Post Pregnancy Fitness
Goals
9 years ago I celebrated my 30th birthday and had
just qualified for the ‘World Triathlon Championships’ Queenstown 2003. This
time 9 years ago I was 3 months out from the biggest race in my life. A
training session mid-week would be a 40km TT bike followed by a 16km hilly run.
Now many years later and 5 months out
from turning 40 I can just about manage a 20min run. I used to be able to run a
19min 5km off a 20km Bike and complete a Half Ironman!
Now wait a minute Lorraine are you complaining? No, I’m
definitely not. My body has gone through 4 pregnancies and 3 births in just four
and a half years. The time I had to train back then is now time spent with my
kids and on my business, my priorities have definitely changed. Triathlon training was once my number 1
priority.
You can’t be too hard on yourself post pregnancy. Sometimes
we find it all too easy to forget what our bodies have been through and that we
are still recovering. It takes 2 years
alone to recover from sleep deprivation never mind your pregnancy.
Many of us should and need to set fitness goals, achieving a
goal gives a huge sense of personal achievement and can also make the journey
of losing post baby weight and getting your pre baby shape back a little easier.
It is also something and maybe the only thing you do for yourself!
My original goals were to have my children at school and get
back into triathlon before I turned 40, that’s not going to happen but I don’t
mind. The goal I am now setting myself however is to be able to run 10km and
feel strong for my birthday now that should be achievable.
It’s best to set a main goal then to set several targets.

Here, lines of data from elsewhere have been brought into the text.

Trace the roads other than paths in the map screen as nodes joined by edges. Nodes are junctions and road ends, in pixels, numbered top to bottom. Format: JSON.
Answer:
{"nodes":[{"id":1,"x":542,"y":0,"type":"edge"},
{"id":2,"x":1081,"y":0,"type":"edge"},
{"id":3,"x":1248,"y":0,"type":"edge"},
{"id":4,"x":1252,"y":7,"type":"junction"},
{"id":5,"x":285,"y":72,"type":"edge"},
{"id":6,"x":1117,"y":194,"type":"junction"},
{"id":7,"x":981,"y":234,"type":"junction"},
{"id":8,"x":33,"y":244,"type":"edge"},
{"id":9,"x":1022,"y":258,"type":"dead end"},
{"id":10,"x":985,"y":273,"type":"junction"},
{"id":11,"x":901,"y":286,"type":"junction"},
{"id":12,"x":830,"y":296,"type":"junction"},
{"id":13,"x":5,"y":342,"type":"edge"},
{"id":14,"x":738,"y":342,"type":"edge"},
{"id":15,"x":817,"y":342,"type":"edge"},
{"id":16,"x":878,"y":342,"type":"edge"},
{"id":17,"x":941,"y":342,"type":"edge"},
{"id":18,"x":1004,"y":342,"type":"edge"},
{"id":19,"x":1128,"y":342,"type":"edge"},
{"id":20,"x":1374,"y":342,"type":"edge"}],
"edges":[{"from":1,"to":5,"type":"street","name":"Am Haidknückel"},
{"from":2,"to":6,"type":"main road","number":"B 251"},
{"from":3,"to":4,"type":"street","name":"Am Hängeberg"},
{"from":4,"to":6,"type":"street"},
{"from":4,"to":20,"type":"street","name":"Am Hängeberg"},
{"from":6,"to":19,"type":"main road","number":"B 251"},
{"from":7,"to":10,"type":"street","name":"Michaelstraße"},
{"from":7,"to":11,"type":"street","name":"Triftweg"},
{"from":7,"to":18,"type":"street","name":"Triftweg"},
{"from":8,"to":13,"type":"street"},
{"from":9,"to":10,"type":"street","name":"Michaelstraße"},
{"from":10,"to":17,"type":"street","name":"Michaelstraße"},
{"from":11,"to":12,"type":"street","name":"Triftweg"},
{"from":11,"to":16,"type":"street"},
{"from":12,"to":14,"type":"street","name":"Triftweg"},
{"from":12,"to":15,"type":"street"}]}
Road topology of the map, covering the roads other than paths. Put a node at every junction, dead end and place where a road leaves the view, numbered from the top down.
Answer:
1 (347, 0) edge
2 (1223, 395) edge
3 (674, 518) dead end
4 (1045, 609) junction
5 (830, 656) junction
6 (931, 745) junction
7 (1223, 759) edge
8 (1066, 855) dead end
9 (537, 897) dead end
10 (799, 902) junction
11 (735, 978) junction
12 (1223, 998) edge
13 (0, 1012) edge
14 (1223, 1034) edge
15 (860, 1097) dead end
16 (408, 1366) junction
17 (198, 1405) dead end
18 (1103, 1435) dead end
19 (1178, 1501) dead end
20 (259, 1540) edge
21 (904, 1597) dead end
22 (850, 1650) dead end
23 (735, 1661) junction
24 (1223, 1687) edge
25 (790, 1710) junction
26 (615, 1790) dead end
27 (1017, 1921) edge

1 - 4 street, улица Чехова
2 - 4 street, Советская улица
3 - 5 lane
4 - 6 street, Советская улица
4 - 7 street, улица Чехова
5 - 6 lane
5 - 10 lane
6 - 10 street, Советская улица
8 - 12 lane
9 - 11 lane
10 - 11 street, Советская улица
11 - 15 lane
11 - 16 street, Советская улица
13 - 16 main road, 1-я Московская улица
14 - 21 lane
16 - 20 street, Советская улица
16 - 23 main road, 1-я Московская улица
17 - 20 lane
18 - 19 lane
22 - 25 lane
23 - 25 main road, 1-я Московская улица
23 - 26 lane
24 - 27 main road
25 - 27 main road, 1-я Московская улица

By setting yourself small stepping stones you achieve things along the way
helping to increase motivation. Goals
must be achievable if they are not then you will only set yourself up for
failure and that does no one any good. It is also better for you if the goal is not centered around weight and body shape. I know as a mum I don't feel happy if I have a 'muffin top' but I try not to focus on losing weight , instead I focus on fitness and healthy eating and in turn I get rid of the 'muffin top'. Set goals such as running a 5km, Cycling for 60 minutes, perform 20 full press ups etc. Take the focus away from weight loss and you are much more likely to reach your goal and be happy with your shape.
The path to your fitness goal(s) is now not as straight
forward as it was prior to you becoming a mum. The journey will be full of ups
and downs; you now have to take in to account breast-feeding, sleepless nights,
sick children and fluctuating hormones. All this can affect your training routine and how your body
recovers and adapts to exercise. Some weeks are better
than others; I have learnt to let things go and ‘go with the flow’. This can be
very difficult especially so for first time mums as they may think that things
will never get any better/easier and that they won’t be able to exercise ever again! Now
you may not be able to exercise like you once did but you will eventually find
the time, you will get there.
Set yourself a goal, write it down, tell people about it and
program several steps along the way, be patient and positive you will get
there. Now go and plan your exercise for the week!